La deuxième, et la plus importante, est l’adéquation de cette minorité avec le reste de la population. La volonté de création d’une fête annuelle rassemblant des milliers de personnes aurait pu avorter faute d’insertion dans la population locale. Sur le territoire du Val de Drôme, la coexistence, voire la fusion des deux populations nommées « néos » ou « archéos » ne pose pas de problème. Sans doute que le temps, la capacité d’accueil des habitants (la présence protestante) et surtout la naissance d’une nouvelle urbanité / ruralité, brouillent les cartes d’un clivage dépassé. Ce qui n’est pas le cas encore de tous les départements français, comme l’Ariège par exemple.
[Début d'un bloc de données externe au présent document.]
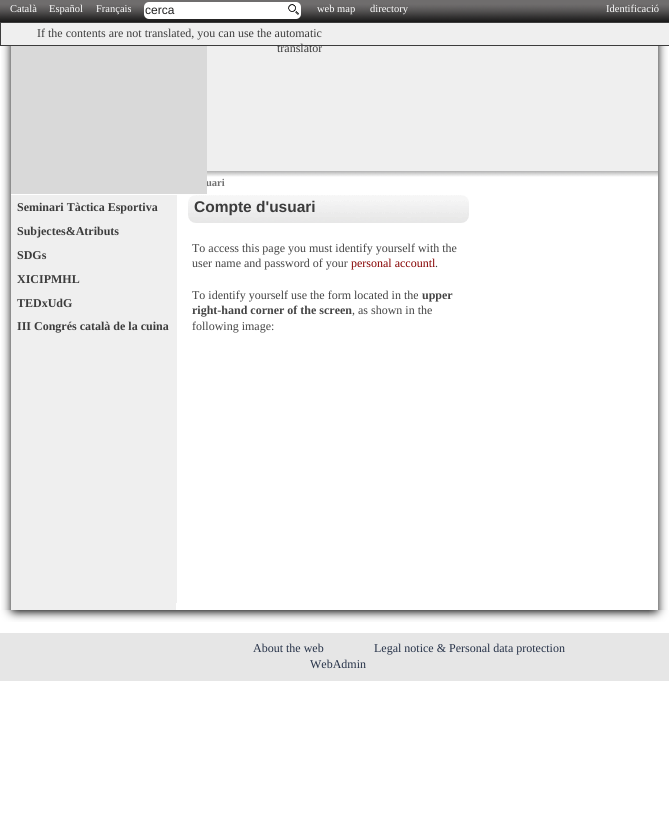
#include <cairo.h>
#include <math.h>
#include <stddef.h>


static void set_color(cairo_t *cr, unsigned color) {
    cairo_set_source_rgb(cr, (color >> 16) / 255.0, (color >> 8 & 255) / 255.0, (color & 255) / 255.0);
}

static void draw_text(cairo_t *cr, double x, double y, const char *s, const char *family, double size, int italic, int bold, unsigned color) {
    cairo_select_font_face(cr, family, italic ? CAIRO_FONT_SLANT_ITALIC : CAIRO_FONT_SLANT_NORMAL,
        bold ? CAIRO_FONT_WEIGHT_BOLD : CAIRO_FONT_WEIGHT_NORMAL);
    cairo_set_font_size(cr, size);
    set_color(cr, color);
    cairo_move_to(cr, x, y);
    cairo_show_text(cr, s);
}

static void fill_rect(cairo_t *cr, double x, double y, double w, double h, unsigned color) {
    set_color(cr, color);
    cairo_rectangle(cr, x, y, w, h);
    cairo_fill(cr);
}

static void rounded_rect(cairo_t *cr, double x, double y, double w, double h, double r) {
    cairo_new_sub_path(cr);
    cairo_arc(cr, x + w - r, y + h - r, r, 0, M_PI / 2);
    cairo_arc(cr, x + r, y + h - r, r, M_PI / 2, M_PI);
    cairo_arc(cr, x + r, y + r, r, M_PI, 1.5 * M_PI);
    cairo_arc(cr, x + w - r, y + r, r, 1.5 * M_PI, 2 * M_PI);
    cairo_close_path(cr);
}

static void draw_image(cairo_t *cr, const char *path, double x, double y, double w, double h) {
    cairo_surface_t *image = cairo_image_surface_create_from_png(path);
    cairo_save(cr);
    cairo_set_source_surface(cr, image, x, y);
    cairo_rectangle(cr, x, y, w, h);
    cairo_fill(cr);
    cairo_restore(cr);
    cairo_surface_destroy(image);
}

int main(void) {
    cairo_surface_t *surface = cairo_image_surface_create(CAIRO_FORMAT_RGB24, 669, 830);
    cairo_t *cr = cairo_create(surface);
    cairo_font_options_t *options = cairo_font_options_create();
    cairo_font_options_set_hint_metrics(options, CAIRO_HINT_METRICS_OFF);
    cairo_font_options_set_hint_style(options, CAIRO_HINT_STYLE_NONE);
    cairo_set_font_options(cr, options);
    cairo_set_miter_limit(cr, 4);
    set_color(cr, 0xFFFFFF);
    cairo_paint(cr);
    draw_image(cr, "assets/img1.png", 0, 0, 669, 22);
    draw_text(cr, 10, 12, "Català", "Liberation Serif", 10.5, 0, 0, 0xFFFFFF);
    draw_text(cr, 49, 12, "Español", "Liberation Serif", 10.5, 0, 0, 0xFFFFFF);
    draw_text(cr, 96, 12, "Français", "Liberation Serif", 10.5, 0, 0, 0xFFFFFF);
    rounded_rect(cr, 144, 2, 157, 17, 5);
    cairo_fill(cr);
    draw_image(cr, "assets/img2.png", 288, 4, 11, 11);
    draw_text(cr, 145, 14, "cerca", "Liberation Sans", 12, 0, 0, 0x222222);
    draw_text(cr, 317, 12, "web map", "Liberation Serif", 10.5, 0, 0, 0xFFFFFF);
    draw_text(cr, 370, 12, "directory", "Liberation Serif", 10.5, 0, 0, 0xFFFFFF);
    draw_text(cr, 606, 12, "Identificació", "Liberation Serif", 10.5, 0, 0, 0xFFFFFF);
    set_color(cr, 0xEFEFEF);
    cairo_rectangle(cr, 0.5, 22.5, 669, 23);
    cairo_fill_preserve(cr);
    set_color(cr, 0x3C3C3C);
    cairo_set_line_width(cr, 1);
    cairo_stroke(cr);
    draw_text(cr, 37, 37, "If the contents are not translated, you can use the automatic", "Liberation Serif", 12, 0, 0, 0x3C3C3C);
    fill_rect(cr, 207, 46, 451, 125, 0xEFEFEF);
    draw_text(cr, 277, 52, "translator", "Liberation Serif", 12, 0, 0, 0x3C3C3C);
    draw_image(cr, "assets/img3.png", 20, 610, 629, 12);
    draw_image(cr, "assets/img4.png", 0, 610, 20, 12);
    draw_image(cr, "assets/img5.png", 649, 610, 20, 12);
    draw_image(cr, "assets/img6.png", 1, 46, 10, 564);
    draw_image(cr, "assets/img7.png", 658, 46, 10, 564);
    draw_text(cr, 206, 186, "uari", "Liberation Serif", 10.5, 0, 1, 0x717171);
    fill_rect(cr, 11, 46, 196, 148, 0xD9D9D9);
    draw_image(cr, "assets/img8.png", 207, 171, 451, 6);
    fill_rect(cr, 11, 195, 165, 415, 0xEFEFEF);
    fill_rect(cr, 176, 195, 1, 408, 0xEFEFEF);
    draw_text(cr, 17, 211, "Seminari Tàctica Esportiva", "Liberation Serif", 12, 0, 1, 0x3C3C3C);
    draw_text(cr, 17, 235, "Subjectes&Atributs", "Liberation Serif", 12, 0, 1, 0x3C3C3C);
    draw_text(cr, 17, 259, "SDGs", "Liberation Serif", 12, 0, 1, 0x3C3C3C);
    draw_text(cr, 17, 283, "XICIPMHL", "Liberation Serif", 12, 0, 1, 0x3C3C3C);
    draw_text(cr, 17, 307, "TEDxUdG", "Liberation Serif", 12, 0, 1, 0x3C3C3C);
    draw_text(cr, 17, 330, "III Congrés català de la cuina", "Liberation Serif", 12, 0, 1, 0x3C3C3C);
    draw_image(cr, "assets/img9.png", 188, 195, 281, 28);
    draw_text(cr, 194, 212, "Compte d'usuari", "Liberation Sans", 15.5, 0, 1, 0x3C3C3C);
    draw_text(cr, 192, 252, "To access this page you must identify yourself with the", "Liberation Serif", 12, 0, 0, 0x444444);
    draw_text(cr, 192, 267, "user name and password of your", "Liberation Serif", 12, 0, 0, 0x444444);
    draw_text(cr, 351, 267, "personal accountl", "Liberation Serif", 12, 0, 0, 0x840000);
    draw_text(cr, 435, 267, ".", "Liberation Serif", 12, 0, 0, 0x444444);
    draw_text(cr, 192, 299, "To identify yourself use the form located in the", "Liberation Serif", 12, 0, 0, 0x444444);
    draw_text(cr, 422, 299, "upper", "Liberation Serif", 12, 0, 1, 0x444444);
    draw_text(cr, 192, 314, "right-hand corner of the screen", "Liberation Serif", 12, 0, 1, 0x444444);
    draw_text(cr, 352, 314, ", as shown in the", "Liberation Serif", 12, 0, 0, 0x444444);
    draw_text(cr, 192, 330, "following image:", "Liberation Serif", 12, 0, 0, 0x444444);
    fill_rect(cr, 0, 633, 669, 48, 0xE6E6E6);
    draw_text(cr, 253, 652, "About the web", "Liberation Serif", 12, 0, 0, 0x263248);
    draw_text(cr, 374, 652, "Legal notice & Personal data protection", "Liberation Serif", 12, 0, 0, 0x263248);
    draw_text(cr, 310, 668, "WebAdmin", "Liberation Serif", 12, 0, 0, 0x263248);
    cairo_surface_write_to_png(surface, "output.png");
    cairo_font_options_destroy(options);
    cairo_destroy(cr);
    cairo_surface_destroy(surface);
    return 0;
}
f - Une cause principale du succès : la médiation avec la population locale par le milieu scolaire et associatif
Si les Caprines sont des fêtes populaires, cela est dû à la volonté des organisateurs d’intégrer la pédagogie et l’éducation populaire dans les moyens de la fête. Le sujet de la chèvre, traversée par l’art et la culture, le permet. Encore faut-il en poser fortement le principe et les moyens.
Depuis la première année, les enfants ont été mis à contribution. Que ce soit directement dans le monde scolaire (participation des écoles à des dessins, témoignages, histoires…) ou par l’intervention des associations (MJC et autres) sous la forme de création de spectacles, ateliers photos, arts plastiques et graphiques… Les animatrices des bibliothèques départementales et municipales ont également pris une place importante dans cette démarche par les jeux, les expositions, la création de bibliographie par les enfants.
Le sommet de ce travail pédagogique fut sans doute atteint en 1999 à Beaufort-sur-Gervanne quand parents, enseignants, artistes intervenants, associations culturelles, troupes de théâtre, etc., avaient mobilisé des centaines d’enfants, donc de parents, de grands-parents, de voisins, d’amis…
Si les fêtes ovines dénommées « Vraies Folies Bergères » (1993-1997) de Camarès en Aveyron ont cessé, alors qu’elles auraient pu avoir de nombreuses années devant elles tant les artistes et créateurs avaient de la matière à mettre en œuvre, c’est bien par le manque d’adéquation avec la population locale qui se sentait non concernée, voire dépossédée de la fête locale, moment important dans la vie d’un village.
Les Caprines ne sont pas tombées dans ce travers, s’imposant comme des fêtes « à part » ou « en plus ». Par contre, ce choix a exigé des moyens financiers et humains très (ou trop ?) importants.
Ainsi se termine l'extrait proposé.